We could benefit from valuable information and opportunities if we are always focused on the destination as a traveler.
This approach could help release some long-held tension and push our edge a little farther away–or allow us to get to that edge more quickly. This approach helps release long-held tension and makes the edge of a pose a little farther away. Or, it could help us reach that same edge more quickly.
Focusing on the beginnings may also cause us to lose the desire for a pose that is as deep or as long as possible. An earlier stage is rich enough to stay in. It’s OK if we don’t go all the way to the edge. The pose isn’t what needs to be developed, but rather our awareness.
You can explore this shift by posing as usual and noticing your travel distance and how you feel. Then, restart the pose, focusing on muscular activation and alignment. Slowly move into the position, stop, and linger when you feel a slight stretch. Decide if, after a few breaths, you want to go deeper into the pose or if your sensation is enough.
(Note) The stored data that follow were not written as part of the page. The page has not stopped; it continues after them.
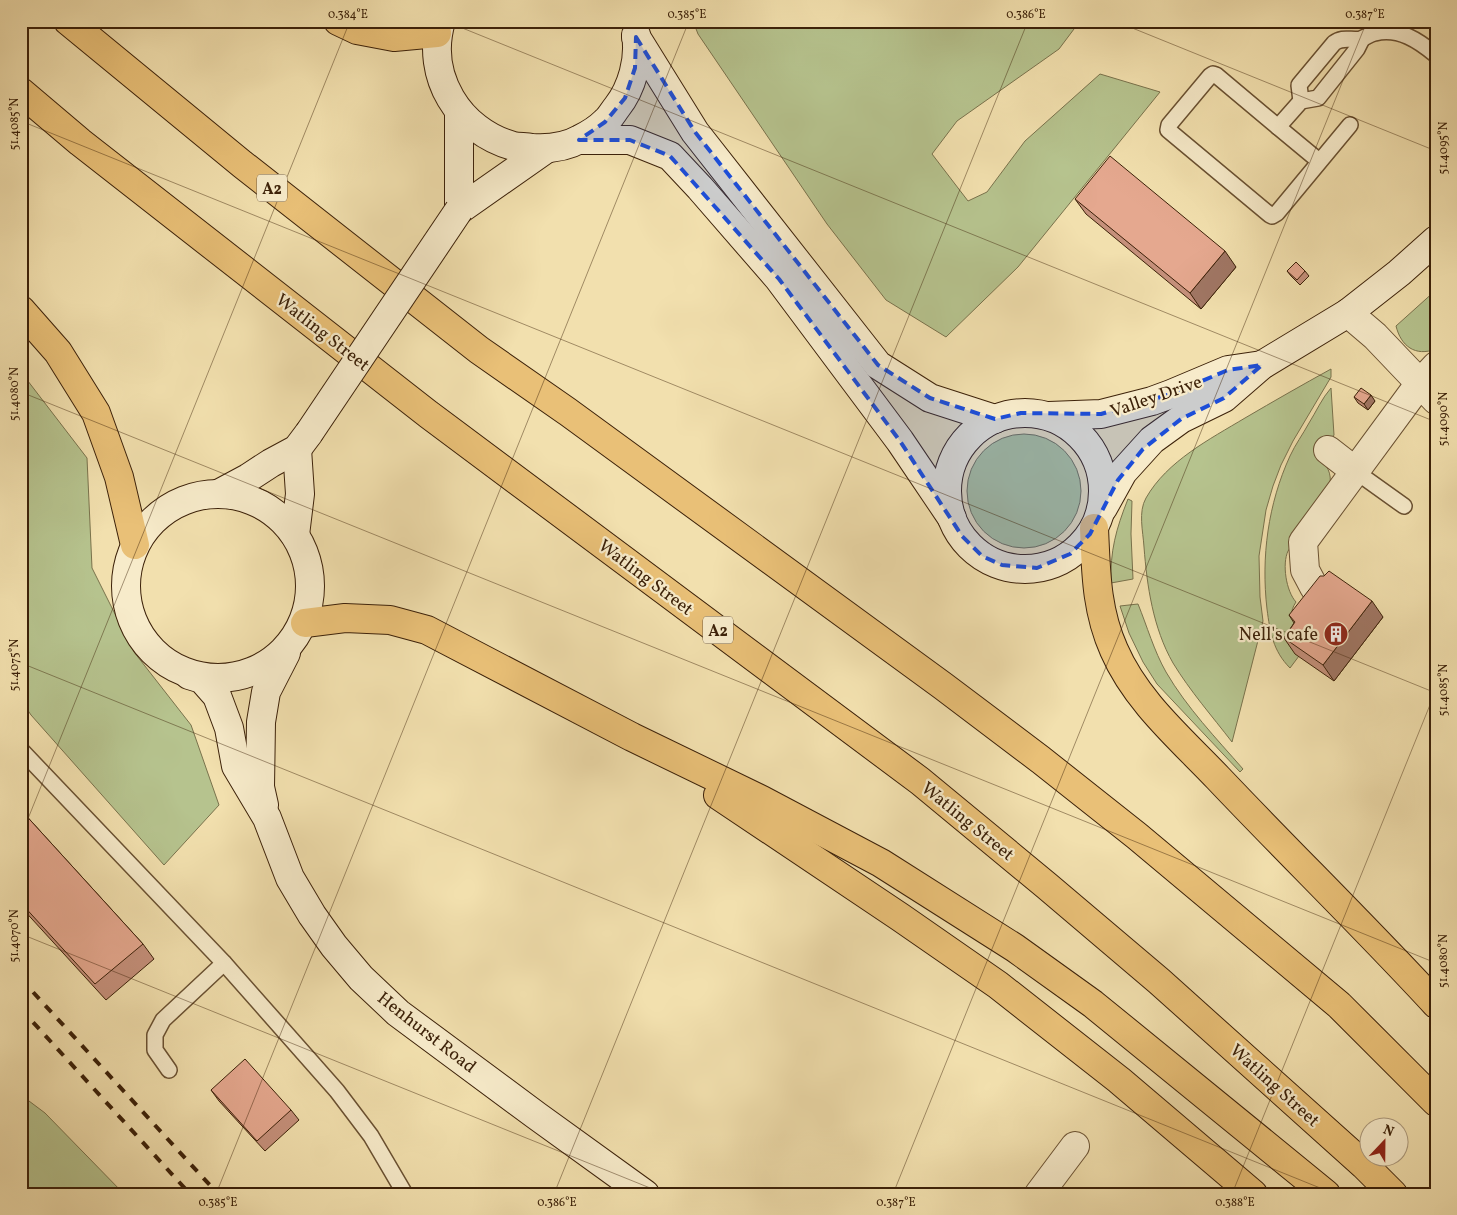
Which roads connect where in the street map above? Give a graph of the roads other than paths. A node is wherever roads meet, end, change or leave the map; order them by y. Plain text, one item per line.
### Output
1 (68, 21) edge
2 (338, 21) edge
3 (439, 27) edge
4 (634, 29) edge
5 (1362, 38) junction
6 (1436, 55) edge
7 (21, 92) edge
8 (1301, 101) junction
9 (459, 112) junction
10 (1350, 125) dead end
11 (1278, 127) junction
12 (580, 140) junction
13 (546, 149) junction
14 (1319, 161) junction
15 (458, 210) junction
16 (1436, 240) edge
17 (21, 310) edge
18 (1348, 313) junction
19 (1262, 365) junction
20 (1431, 383) edge
21 (1048, 416) junction
22 (995, 419) junction
23 (303, 441) junction
24 (1328, 450) dead end
25 (1355, 471) junction
26 (220, 493) junction
27 (1404, 506) dead end
28 (952, 518) junction
29 (1094, 528) junction
30 (295, 535) junction
31 (135, 544) junction
32 (1314, 587) edge
33 (305, 623) junction
34 (289, 646) junction
35 (189, 675) junction
36 (632, 737) junction
37 (22, 752) edge
38 (266, 818) junction
39 (224, 963) junction
40 (1436, 1004) edge
41 (169, 1070) dead end
42 (1436, 1102) edge
43 (1075, 1146) dead end
44 (405, 1194) edge
45 (645, 1194) edge
46 (1039, 1194) edge
47 (1254, 1194) edge
48 (1326, 1194) edge
49 (1393, 1194) edge

1 - 42 highway, A2
2 - 3 highway
3 - 9 street
4 - 12 street
4 - 22 street
5 - 6 lane
5 - 8 lane
5 - 8 lane
7 - 49 highway, Watling Street / A2
8 - 11 lane
9 - 13 street
9 - 15 street
10 - 14 lane
11 - 14 lane
11 - 14 lane
12 - 13 street
12 - 28 street
13 - 15 street
15 - 23 street, bridge
16 - 18 street, Valley Drive
17 - 31 highway
18 - 19 street, Valley Drive
18 - 20 street
19 - 21 street, Valley Drive
19 - 29 street, Valley Drive
20 - 25 street
21 - 22 street
21 - 29 street
22 - 28 street
23 - 26 street
23 - 30 street
24 - 25 street
25 - 27 lane
25 - 32 street
26 - 30 street, Henhurst Road
26 - 31 street, Henhurst Road
28 - 29 street
29 - 40 highway
30 - 33 street, Henhurst Road
31 - 35 street, Henhurst Road
33 - 34 street, Henhurst Road
33 - 36 highway
34 - 35 street, Henhurst Road
34 - 38 street, Henhurst Road
35 - 38 street, Henhurst Road
36 - 47 highway
36 - 48 highway
37 - 39 lane
38 - 45 street, Henhurst Road
39 - 41 lane
39 - 44 lane
43 - 46 street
This approach will be applied to the seated wide-legged fold. You can use it for any pose, such as paschimottanasana or firelog. Or you can try all the poses in any sequence.
You can warm up your hamstrings before you start by doing an activity you enjoy (such as this ” Morning Yoga Warm-up” or sun salutations such as These for Beginners or This more accessible version on the wall).
Noticing Your Usual Edge
If your spine is rounding, you can bring your hands behind your hips so that your body is at a slight back slant. You can also sit on a blanket or two to find more length. If your spine is rounded, place your hands behind your pelvis so that you are slanting backward. You can also sit on two blankets to gain more length. Fold forward as far as you can comfortably with your hands on your hips. Only come down to the forearms if you can.
What do you feel when you reach your edge? Which questions are pertinent to you? Am I OK here? Am I aligned the way I want to be? What am I feeling exactly where? Can I still breathe? What is the effect of living on the part of my body that I think is the most intense? Do I feel enough or want more here?
A Mindful Restart
Let’s start again. In a seated posture, spread your legs apart but not so far that you feel a stretch. Place your hands several inches (or even more) behind your hips to reduce the feeling of stretching and lengthen your spine. Press down on your fingers, palms, or fists while rooting down your sitting bones to elongate and lift your chest.
Give your legs more attention than you usually do. Your toes should be pointed upwards. Flex your feet and push down your heels. Try aiming your knees upwards as well. You can also point your toes away from your body and your heels toward your hips.
Take note of how you feel as you perform these actions with assiduity; pay attention to where you experience a feeling of engagement. Inhale and exhale deeply but slowly, and observe how your breathing affects your muscles and the length of the spine.
Finding the Origin of Sensation
Slowly moving and remaining connected to your full breath, try to find that first hint of stretching. You can walk your hands closer to your hips or along your side without losing alignment or engagement of your legs and feet.
You may not feel any stretch (in your inner thighs or back of your legs), but you can press your hands down, keeping them in place for the moment, to re-lift your chest. This will help you lean forward.
Only if there is no stretching here would you place your hands on the mat between your knees. It would help if you had the patience of an angler. Instead of forcing into a sensation, wait and see what hits you get. Enjoy the scenery as you do so.
Pause once you have found the start of a stretch. Sensitize everything you can. Recommit yourself to your feet and legs and your sitting bones. Breathe.
You may want to ask yourself: Am I OK here? Am I in alignment with what I want to be? What am I feeling exactly where? Can I still breathe? What is the effect of breathing on the part of my body that I feel the most intense? Do I feel enough or want more here?